Ray M. Robinson
About Ray M. Robinson
Ray M. Robinson (age 77) has served as an independent director of FTAI Aviation Ltd. since May 2015. He is the non‑executive chairman of Citizens Trust Bank (since May 2003) and previously served as President of the Southern Region of AT&T Corporation (1996–2003). He currently sits on the boards of FTAI Infrastructure Inc. (Nasdaq: FIP) and PROG Holdings, Inc. (NYSE: PRG), and has extensive prior public company directorships, bringing sales, marketing, and operations expertise to FTAI’s board .
Past Roles
| Organization | Role | Tenure | Committees/Impact |
|---|---|---|---|
| AT&T Corporation | President, Southern Region | 1996–2003 | Senior leadership with sales, marketing, and operational oversight |
| East Lake Golf Club | President; President Emeritus | President: May 2003–Dec 2005; Emeritus since Dec 2005 | Civic leadership; community engagement |
| East Lake Community Foundation | Chairman; Vice Chairman | Chair: Nov 2003–Jan 2005; Vice Chair since Jan 2005 | Community foundation governance |
External Roles
| Organization | Role | Status/Tenure | Notes |
|---|---|---|---|
| Citizens Trust Bank | Non‑Executive Chairman | Since May 2003 | Banking leadership |
| FTAI Infrastructure Inc. (FIP) | Director | Current | Interlock with FTAI; FTAI CEO Joseph P. Adams is Chairman of FIP |
| PROG Holdings, Inc. (PRG) | Director | Current | Public company board service |
| Aaron’s Inc.; Acuity Brands Inc.; American Airlines Group Inc.; Avnet, Inc.; Choicepoint Inc.; Mirant Corporation; RailAmerica, Inc. | Director | Prior | Multiple prior public boards |
Board Governance
- Independence: The board determined Mr. Robinson is independent under Nasdaq standards .

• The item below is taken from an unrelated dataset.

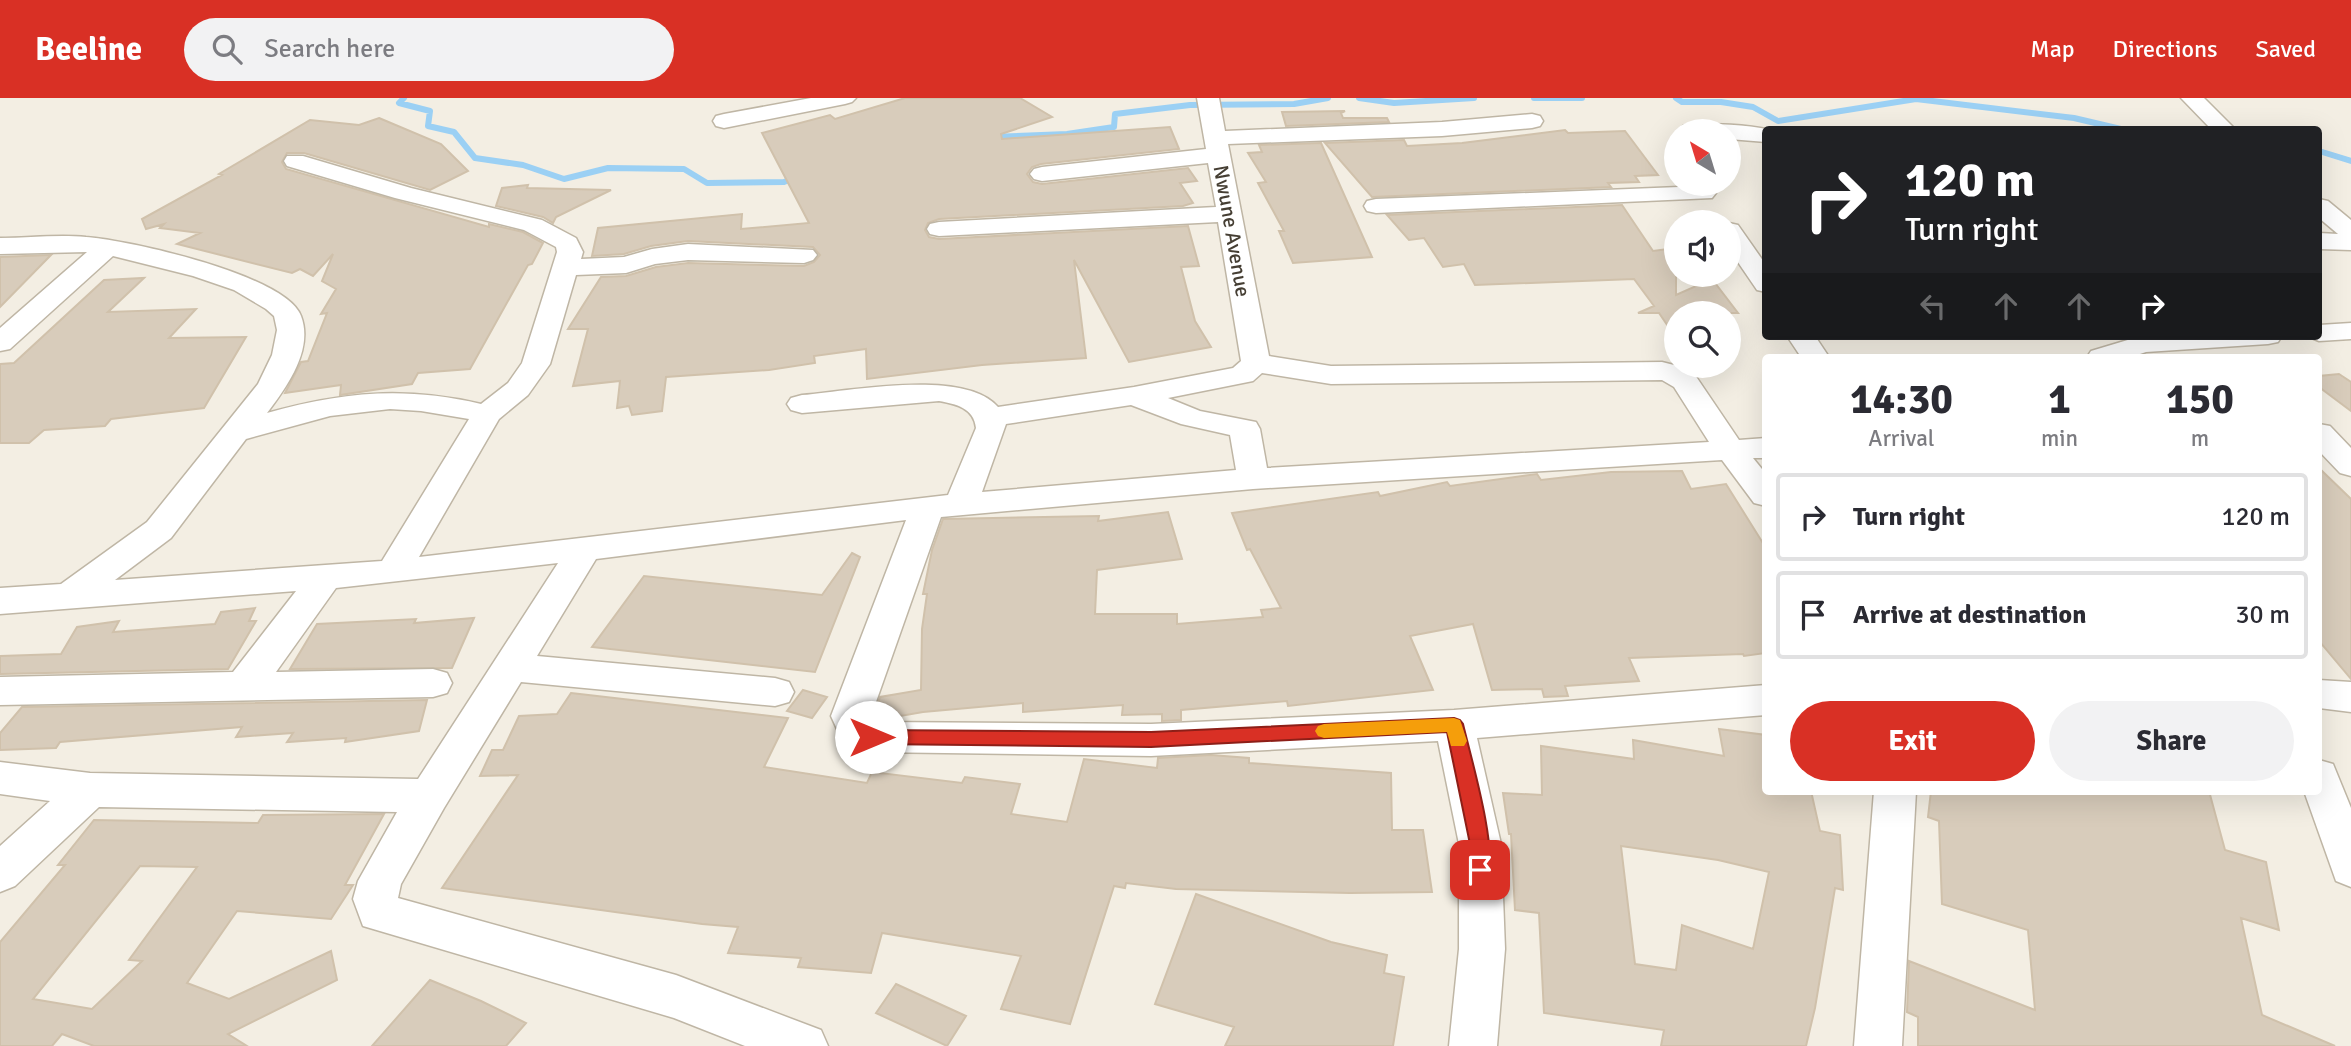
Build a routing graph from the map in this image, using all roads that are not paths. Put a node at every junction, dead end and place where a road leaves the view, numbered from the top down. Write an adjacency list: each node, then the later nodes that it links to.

- Attendance: In 2024, the board met 13 times; no director attended fewer than 75% of board and committee meetings on which they served .
- Lead Independent Director: Company has no lead independent director; executive sessions are presided over by independent committee chairs on a rotating basis .
- Anti‑hedging/pledging: Directors are prohibited from hedging or pledging company stock, with limited exceptions .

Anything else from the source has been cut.